● **What to produce**: For the material below, state how many lines have the word "Mulya" in them, with no other words.

● **The input**:
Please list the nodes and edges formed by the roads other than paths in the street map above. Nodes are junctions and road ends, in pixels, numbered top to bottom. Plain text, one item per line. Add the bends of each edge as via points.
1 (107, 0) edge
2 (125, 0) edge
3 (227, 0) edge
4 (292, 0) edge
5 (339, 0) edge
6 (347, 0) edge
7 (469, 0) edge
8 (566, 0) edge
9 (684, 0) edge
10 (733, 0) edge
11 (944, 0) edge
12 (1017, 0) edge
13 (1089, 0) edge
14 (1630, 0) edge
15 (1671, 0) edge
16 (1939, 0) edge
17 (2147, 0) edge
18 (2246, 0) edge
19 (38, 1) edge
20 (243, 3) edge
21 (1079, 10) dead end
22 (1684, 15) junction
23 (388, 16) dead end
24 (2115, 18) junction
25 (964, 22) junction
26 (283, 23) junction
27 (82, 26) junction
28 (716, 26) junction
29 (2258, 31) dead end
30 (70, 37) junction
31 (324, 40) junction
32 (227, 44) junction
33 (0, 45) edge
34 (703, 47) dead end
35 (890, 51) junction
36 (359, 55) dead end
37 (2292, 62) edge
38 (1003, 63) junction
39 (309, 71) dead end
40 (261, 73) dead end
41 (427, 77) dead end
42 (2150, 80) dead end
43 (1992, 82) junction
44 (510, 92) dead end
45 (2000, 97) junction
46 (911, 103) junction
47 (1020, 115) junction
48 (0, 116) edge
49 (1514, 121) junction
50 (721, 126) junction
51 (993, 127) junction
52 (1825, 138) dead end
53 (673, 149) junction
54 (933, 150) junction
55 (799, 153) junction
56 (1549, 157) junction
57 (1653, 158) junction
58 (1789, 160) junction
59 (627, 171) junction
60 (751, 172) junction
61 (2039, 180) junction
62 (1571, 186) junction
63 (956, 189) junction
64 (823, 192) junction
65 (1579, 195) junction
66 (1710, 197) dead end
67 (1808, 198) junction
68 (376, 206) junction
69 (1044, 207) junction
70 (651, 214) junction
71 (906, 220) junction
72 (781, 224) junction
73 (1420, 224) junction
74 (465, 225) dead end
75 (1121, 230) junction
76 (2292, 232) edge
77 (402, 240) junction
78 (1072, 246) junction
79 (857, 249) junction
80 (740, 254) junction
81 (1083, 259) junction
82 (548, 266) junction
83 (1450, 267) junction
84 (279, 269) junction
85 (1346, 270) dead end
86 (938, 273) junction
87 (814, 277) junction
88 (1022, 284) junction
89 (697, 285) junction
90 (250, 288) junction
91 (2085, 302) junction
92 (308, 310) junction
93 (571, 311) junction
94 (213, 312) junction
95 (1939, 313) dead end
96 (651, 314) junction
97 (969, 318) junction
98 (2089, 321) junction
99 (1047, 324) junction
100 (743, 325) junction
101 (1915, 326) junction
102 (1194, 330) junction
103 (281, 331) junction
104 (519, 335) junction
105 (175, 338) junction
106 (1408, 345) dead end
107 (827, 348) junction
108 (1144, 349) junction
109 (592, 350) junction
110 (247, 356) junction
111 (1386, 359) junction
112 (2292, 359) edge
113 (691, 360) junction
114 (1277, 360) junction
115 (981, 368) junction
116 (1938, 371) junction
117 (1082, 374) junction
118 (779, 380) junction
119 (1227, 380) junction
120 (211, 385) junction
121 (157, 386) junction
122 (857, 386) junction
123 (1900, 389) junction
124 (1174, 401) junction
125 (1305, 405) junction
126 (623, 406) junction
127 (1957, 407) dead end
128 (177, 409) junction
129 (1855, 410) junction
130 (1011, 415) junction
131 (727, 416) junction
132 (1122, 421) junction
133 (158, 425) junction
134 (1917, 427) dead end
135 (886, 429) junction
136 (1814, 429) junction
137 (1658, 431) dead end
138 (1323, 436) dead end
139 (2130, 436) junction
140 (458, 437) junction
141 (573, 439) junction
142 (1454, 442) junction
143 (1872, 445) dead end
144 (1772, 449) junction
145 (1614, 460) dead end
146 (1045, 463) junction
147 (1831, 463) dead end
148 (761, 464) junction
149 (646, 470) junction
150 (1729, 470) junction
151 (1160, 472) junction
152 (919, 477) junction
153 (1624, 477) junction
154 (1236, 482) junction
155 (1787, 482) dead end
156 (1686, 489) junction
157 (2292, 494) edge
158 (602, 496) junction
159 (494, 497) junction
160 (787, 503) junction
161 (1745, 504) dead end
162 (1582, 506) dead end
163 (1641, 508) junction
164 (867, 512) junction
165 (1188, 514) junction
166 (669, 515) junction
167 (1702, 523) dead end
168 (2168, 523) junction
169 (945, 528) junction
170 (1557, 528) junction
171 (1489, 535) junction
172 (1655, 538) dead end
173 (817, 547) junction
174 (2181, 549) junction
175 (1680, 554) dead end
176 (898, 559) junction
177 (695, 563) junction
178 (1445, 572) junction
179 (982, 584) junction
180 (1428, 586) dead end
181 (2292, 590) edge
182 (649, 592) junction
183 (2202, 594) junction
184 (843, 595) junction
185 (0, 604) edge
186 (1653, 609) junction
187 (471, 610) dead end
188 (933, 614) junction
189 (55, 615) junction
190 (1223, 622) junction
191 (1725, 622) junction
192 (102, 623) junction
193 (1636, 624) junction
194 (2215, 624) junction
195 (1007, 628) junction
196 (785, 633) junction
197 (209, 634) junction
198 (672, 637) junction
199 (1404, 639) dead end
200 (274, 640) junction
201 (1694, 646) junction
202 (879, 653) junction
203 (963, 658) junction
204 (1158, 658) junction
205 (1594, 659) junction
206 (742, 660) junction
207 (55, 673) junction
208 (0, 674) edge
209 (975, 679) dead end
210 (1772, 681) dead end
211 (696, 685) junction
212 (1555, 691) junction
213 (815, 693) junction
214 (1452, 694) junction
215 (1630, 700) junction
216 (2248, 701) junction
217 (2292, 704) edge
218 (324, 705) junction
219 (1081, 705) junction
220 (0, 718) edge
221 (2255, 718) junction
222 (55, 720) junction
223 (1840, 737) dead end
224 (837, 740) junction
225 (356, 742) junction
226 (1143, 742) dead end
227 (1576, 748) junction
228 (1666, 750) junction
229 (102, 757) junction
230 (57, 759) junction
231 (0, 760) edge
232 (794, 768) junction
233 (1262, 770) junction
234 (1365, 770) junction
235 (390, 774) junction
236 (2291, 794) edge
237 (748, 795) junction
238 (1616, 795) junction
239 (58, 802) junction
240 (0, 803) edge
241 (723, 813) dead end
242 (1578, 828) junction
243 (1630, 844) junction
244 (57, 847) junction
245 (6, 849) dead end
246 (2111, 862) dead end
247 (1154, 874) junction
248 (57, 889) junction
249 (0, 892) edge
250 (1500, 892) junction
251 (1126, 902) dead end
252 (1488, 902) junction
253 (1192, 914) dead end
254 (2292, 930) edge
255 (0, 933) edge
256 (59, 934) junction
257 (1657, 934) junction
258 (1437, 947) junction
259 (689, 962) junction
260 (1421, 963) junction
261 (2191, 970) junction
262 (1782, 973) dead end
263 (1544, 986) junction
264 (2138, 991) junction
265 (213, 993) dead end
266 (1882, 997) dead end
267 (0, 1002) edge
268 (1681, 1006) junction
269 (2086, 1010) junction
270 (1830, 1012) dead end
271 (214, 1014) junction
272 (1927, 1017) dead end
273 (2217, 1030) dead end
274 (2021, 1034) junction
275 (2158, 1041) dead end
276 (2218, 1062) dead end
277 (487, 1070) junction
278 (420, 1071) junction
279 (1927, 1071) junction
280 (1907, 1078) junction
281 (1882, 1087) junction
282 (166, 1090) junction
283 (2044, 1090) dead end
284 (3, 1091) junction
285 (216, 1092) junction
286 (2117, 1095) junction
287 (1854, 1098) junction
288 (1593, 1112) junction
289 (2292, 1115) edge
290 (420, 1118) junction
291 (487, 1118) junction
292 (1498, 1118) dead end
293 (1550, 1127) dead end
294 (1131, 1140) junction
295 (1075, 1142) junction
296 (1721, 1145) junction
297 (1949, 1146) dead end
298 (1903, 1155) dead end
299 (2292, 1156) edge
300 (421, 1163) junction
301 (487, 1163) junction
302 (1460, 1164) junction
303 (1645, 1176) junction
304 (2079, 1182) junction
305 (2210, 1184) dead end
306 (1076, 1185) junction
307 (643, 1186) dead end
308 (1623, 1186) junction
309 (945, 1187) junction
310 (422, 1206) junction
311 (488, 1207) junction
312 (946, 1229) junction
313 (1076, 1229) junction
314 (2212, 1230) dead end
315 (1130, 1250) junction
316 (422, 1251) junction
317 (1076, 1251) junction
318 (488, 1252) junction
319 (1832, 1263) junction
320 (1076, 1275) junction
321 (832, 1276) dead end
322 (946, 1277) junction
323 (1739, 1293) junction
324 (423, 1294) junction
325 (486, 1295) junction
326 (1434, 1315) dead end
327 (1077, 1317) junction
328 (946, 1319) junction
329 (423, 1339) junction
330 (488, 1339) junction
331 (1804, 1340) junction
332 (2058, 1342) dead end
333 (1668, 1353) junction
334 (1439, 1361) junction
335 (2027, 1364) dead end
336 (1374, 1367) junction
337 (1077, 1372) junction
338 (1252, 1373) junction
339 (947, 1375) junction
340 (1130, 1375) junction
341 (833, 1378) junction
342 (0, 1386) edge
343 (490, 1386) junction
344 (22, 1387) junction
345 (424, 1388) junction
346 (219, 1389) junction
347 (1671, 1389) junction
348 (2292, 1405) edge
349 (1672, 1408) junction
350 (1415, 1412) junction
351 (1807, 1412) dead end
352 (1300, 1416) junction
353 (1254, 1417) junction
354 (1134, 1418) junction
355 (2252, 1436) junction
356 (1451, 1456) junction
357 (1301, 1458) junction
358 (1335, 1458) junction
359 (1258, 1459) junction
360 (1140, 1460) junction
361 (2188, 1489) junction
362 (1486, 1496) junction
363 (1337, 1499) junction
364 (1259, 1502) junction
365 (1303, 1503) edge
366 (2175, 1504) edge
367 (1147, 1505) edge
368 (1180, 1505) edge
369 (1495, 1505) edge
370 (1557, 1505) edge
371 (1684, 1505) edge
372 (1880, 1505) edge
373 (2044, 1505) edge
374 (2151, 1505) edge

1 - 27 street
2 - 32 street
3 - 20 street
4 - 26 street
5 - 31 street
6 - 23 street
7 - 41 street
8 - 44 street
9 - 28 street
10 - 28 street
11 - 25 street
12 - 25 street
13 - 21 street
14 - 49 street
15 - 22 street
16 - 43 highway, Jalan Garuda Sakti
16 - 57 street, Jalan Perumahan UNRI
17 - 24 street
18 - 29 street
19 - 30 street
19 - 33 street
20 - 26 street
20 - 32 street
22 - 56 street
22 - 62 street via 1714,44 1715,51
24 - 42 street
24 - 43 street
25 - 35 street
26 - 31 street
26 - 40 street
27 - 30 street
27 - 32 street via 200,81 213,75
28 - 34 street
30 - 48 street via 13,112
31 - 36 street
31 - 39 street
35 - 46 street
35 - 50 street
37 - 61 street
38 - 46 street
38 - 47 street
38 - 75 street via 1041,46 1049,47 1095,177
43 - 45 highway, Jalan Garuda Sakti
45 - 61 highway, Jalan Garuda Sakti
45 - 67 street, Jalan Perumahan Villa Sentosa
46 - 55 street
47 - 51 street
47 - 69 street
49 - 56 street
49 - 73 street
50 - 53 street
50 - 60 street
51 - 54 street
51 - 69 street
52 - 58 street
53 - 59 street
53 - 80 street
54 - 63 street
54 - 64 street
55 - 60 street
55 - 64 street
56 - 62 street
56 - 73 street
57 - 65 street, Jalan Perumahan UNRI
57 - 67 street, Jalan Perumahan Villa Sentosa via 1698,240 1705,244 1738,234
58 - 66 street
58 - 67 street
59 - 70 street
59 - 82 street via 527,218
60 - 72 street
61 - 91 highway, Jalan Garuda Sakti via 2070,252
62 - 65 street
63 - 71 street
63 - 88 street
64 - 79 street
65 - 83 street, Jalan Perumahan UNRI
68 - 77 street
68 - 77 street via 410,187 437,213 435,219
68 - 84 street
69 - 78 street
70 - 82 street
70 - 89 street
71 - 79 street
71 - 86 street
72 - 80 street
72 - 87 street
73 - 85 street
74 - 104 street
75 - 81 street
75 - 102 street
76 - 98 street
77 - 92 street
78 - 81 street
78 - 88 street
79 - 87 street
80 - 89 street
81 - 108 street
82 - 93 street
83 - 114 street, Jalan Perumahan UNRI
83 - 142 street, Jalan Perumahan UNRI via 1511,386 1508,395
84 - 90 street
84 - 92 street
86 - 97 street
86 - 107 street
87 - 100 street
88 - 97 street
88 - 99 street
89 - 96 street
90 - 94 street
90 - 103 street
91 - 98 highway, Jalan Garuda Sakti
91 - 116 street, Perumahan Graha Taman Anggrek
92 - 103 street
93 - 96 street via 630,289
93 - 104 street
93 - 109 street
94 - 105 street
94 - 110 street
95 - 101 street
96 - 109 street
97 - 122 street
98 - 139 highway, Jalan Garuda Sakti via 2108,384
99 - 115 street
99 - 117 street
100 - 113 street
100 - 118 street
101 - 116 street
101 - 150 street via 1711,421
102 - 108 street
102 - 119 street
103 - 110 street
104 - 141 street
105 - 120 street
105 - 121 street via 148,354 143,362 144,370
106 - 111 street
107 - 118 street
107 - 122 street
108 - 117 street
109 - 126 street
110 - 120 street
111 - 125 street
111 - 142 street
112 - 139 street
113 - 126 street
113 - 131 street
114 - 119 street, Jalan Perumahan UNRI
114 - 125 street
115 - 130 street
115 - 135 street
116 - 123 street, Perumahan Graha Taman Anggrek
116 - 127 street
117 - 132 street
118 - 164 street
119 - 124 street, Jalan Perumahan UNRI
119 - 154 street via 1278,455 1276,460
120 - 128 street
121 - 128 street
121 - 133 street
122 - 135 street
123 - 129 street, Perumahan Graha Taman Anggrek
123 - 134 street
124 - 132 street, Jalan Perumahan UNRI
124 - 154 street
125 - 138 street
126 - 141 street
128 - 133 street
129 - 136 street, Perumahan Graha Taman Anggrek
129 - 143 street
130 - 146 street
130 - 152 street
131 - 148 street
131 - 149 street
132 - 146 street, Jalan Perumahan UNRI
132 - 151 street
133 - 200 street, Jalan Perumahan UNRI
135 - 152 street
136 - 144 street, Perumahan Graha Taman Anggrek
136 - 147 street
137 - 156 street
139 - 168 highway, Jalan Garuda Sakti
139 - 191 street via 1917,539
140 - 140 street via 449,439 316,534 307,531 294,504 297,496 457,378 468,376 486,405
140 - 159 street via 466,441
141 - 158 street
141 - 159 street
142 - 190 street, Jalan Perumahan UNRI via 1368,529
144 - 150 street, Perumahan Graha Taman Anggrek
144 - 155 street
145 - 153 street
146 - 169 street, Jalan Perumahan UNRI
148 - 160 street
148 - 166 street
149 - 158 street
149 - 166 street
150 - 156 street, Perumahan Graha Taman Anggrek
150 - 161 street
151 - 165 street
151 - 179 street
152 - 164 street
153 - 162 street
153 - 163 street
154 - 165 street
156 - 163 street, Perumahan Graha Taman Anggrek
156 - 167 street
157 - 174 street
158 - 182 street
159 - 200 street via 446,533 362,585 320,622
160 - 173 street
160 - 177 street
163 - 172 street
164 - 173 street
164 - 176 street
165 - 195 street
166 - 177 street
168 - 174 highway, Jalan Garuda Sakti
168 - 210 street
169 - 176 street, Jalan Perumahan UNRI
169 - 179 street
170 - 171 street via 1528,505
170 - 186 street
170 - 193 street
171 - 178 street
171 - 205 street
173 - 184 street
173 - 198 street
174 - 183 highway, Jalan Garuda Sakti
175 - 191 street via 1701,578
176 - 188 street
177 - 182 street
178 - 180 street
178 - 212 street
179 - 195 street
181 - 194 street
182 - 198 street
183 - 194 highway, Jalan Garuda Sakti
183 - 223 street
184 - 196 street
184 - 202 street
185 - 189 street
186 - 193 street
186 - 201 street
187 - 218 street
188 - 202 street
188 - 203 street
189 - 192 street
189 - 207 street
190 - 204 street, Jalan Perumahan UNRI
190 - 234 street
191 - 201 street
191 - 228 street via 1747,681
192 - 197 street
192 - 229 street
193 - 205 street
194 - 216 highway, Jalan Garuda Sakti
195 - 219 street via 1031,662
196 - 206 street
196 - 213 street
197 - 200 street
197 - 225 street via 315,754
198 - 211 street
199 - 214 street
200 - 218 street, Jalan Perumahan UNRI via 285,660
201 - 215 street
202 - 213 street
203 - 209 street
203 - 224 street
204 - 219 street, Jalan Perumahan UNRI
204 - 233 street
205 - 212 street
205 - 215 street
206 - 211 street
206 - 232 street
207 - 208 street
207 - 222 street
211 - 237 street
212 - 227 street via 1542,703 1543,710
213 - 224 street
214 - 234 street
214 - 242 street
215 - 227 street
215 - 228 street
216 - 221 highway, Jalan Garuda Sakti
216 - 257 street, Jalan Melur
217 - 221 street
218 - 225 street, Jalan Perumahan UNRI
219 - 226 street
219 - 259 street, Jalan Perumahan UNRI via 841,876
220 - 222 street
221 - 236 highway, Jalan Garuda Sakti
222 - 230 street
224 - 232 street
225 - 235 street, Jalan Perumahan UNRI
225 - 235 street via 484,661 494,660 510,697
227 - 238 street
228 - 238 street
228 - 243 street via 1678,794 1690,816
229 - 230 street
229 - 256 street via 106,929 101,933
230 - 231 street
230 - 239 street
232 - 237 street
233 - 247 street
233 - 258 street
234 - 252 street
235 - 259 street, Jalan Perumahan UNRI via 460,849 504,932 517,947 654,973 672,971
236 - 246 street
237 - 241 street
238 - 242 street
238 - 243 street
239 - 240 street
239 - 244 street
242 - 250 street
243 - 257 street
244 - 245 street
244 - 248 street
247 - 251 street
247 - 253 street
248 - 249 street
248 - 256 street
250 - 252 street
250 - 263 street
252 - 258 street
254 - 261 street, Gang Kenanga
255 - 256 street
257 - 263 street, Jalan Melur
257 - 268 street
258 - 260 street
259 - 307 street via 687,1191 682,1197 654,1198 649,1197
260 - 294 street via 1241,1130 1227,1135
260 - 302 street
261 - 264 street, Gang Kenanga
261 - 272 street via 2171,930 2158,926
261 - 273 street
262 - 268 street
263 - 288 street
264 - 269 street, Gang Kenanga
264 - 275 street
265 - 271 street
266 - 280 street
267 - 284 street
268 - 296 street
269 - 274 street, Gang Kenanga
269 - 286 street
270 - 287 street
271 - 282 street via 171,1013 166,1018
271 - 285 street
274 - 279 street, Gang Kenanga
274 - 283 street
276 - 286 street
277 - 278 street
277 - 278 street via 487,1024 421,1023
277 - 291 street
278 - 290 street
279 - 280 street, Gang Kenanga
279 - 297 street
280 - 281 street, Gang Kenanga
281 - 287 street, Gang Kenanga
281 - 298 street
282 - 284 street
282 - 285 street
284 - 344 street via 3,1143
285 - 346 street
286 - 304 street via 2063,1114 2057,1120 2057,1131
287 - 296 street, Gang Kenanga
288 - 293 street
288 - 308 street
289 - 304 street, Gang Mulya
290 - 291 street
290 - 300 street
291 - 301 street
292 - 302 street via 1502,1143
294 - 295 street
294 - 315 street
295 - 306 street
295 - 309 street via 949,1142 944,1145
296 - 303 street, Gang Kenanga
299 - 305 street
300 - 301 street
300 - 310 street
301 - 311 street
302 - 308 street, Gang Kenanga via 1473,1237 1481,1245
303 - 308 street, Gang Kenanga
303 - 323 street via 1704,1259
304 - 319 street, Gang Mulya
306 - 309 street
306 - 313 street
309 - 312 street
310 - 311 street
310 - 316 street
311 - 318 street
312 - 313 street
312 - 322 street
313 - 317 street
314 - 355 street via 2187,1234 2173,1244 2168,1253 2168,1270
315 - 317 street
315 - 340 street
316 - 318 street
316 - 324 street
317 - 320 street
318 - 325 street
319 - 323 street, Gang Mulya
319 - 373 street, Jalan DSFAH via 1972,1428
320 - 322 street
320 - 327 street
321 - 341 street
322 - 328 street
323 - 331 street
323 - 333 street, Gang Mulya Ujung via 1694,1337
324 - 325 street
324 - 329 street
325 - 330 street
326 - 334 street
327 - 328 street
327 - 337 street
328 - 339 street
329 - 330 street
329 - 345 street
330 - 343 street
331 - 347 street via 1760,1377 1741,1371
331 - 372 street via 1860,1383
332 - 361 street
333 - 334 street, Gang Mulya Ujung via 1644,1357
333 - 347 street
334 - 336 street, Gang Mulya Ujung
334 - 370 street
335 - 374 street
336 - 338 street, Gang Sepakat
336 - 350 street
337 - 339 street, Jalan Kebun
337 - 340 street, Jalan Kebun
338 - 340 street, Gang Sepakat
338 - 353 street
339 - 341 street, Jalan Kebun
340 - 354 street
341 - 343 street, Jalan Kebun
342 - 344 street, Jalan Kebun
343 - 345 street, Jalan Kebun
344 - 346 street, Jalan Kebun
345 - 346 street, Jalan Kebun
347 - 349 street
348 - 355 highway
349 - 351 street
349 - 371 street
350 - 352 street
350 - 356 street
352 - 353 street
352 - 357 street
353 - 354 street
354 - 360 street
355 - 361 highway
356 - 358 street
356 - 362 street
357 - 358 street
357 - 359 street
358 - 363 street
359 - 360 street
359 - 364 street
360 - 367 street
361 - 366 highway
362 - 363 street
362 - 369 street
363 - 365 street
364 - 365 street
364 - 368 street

● **Solution to the exercise**: 6